## Data records

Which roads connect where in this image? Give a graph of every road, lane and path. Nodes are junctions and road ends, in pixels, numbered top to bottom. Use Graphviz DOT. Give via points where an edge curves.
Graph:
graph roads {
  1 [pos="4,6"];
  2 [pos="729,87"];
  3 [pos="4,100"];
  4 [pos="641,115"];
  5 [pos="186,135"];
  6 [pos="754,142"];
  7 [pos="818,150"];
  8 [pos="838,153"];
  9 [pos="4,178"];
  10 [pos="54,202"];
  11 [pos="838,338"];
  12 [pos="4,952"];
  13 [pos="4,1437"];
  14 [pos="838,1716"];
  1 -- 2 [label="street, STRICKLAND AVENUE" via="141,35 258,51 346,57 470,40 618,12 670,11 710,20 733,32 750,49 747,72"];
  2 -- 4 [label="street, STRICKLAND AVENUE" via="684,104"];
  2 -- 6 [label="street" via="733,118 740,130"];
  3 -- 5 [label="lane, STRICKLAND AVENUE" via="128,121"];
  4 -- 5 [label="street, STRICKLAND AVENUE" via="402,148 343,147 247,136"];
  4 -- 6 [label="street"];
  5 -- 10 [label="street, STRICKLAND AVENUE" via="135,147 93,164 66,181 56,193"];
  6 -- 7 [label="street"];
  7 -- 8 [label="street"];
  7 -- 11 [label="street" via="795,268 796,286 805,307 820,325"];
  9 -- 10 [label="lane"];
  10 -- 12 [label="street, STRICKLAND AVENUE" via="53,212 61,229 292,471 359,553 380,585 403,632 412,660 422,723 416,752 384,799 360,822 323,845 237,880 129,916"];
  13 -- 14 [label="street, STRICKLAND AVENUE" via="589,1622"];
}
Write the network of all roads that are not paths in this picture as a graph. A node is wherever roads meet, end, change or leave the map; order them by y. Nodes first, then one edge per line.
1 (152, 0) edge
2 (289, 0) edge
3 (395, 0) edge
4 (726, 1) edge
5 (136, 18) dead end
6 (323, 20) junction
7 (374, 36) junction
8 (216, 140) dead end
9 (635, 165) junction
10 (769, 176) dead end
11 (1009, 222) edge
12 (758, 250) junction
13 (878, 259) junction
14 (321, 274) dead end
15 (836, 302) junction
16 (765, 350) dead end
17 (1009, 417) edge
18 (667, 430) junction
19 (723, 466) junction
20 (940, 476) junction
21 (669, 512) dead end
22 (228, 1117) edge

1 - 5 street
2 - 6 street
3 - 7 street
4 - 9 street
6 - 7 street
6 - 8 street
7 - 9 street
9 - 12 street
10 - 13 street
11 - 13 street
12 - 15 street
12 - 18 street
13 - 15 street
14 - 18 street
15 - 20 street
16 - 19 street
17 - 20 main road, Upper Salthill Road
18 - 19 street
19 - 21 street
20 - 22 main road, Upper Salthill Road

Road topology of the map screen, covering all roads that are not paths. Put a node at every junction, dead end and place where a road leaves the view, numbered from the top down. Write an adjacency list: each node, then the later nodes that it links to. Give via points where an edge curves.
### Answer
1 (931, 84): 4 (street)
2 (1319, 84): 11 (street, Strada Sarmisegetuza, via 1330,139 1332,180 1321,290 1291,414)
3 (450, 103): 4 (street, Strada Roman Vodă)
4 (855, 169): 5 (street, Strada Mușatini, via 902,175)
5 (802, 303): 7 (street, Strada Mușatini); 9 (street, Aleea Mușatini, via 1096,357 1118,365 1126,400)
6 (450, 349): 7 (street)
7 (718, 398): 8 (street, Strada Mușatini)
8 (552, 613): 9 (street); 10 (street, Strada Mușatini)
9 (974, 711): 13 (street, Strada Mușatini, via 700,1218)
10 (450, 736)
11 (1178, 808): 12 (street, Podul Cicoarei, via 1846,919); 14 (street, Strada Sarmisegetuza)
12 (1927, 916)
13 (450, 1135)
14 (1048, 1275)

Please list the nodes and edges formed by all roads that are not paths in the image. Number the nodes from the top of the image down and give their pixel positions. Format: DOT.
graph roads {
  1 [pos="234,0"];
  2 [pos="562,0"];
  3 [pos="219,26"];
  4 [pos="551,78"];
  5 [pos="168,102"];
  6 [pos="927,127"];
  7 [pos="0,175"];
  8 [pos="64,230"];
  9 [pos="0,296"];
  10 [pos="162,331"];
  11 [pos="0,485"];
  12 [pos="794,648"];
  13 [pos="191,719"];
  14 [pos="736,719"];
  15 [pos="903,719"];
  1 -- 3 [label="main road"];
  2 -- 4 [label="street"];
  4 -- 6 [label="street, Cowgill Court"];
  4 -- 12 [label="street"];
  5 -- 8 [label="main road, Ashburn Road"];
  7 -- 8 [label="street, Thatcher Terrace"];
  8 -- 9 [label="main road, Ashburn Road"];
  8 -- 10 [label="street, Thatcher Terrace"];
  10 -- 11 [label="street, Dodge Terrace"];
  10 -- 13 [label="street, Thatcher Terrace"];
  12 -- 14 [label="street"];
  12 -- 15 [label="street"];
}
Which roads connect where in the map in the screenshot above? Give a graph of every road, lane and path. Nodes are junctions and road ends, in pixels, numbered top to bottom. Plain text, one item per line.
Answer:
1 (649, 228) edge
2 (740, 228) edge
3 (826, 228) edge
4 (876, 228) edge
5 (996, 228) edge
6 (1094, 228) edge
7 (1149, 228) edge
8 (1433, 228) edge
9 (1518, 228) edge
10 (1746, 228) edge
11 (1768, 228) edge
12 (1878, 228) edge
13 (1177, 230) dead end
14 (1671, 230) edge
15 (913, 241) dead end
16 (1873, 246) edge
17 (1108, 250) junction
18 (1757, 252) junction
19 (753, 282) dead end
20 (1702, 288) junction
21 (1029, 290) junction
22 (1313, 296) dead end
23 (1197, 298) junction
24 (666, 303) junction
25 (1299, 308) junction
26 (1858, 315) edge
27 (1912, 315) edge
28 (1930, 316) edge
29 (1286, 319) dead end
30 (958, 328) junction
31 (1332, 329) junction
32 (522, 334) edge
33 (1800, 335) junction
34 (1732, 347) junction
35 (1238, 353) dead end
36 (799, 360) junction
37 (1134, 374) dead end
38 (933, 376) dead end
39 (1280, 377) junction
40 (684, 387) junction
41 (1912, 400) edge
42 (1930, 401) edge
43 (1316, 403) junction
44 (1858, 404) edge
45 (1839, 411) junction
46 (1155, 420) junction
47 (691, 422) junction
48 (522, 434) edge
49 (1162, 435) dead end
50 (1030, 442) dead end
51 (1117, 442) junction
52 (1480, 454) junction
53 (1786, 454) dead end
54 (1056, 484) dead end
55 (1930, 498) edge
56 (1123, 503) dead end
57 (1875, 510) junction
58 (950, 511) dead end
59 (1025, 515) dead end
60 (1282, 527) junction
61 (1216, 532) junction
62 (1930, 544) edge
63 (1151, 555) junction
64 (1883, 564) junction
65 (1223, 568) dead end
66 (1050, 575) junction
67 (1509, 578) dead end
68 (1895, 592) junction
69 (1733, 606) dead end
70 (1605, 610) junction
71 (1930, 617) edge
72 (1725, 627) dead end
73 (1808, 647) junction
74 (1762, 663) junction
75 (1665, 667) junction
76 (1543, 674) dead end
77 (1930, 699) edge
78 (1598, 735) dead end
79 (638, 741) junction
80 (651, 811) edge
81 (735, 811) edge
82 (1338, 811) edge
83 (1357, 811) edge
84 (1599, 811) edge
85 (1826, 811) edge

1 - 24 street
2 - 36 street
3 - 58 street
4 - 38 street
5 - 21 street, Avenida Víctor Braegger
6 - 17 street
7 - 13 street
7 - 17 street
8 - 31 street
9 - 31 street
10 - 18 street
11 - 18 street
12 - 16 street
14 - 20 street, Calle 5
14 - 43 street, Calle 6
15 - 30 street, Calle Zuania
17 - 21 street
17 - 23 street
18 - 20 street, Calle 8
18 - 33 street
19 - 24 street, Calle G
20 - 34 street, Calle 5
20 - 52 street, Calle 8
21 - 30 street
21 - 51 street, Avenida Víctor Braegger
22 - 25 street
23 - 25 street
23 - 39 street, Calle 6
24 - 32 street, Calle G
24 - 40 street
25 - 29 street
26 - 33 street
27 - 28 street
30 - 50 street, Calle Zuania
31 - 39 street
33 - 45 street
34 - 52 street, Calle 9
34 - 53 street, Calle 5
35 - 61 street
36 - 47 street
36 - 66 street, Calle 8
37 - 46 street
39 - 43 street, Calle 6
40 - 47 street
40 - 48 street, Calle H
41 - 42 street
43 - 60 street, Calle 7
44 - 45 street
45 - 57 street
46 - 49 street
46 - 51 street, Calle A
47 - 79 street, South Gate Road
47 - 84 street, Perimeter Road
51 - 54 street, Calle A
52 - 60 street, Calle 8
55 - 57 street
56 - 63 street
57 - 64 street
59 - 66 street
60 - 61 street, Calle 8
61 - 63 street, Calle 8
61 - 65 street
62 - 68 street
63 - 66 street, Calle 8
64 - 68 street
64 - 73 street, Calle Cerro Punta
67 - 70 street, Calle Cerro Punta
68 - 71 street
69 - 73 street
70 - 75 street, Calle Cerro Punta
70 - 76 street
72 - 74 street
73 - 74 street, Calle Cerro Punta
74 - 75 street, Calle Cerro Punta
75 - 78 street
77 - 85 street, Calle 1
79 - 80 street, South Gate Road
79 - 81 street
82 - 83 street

## Task description
Gather, from the listing above, every line carrying the word "Salthill".

## Response for this exercise
17 - 20 main road, Upper Salthill Road
20 - 22 main road, Upper Salthill Road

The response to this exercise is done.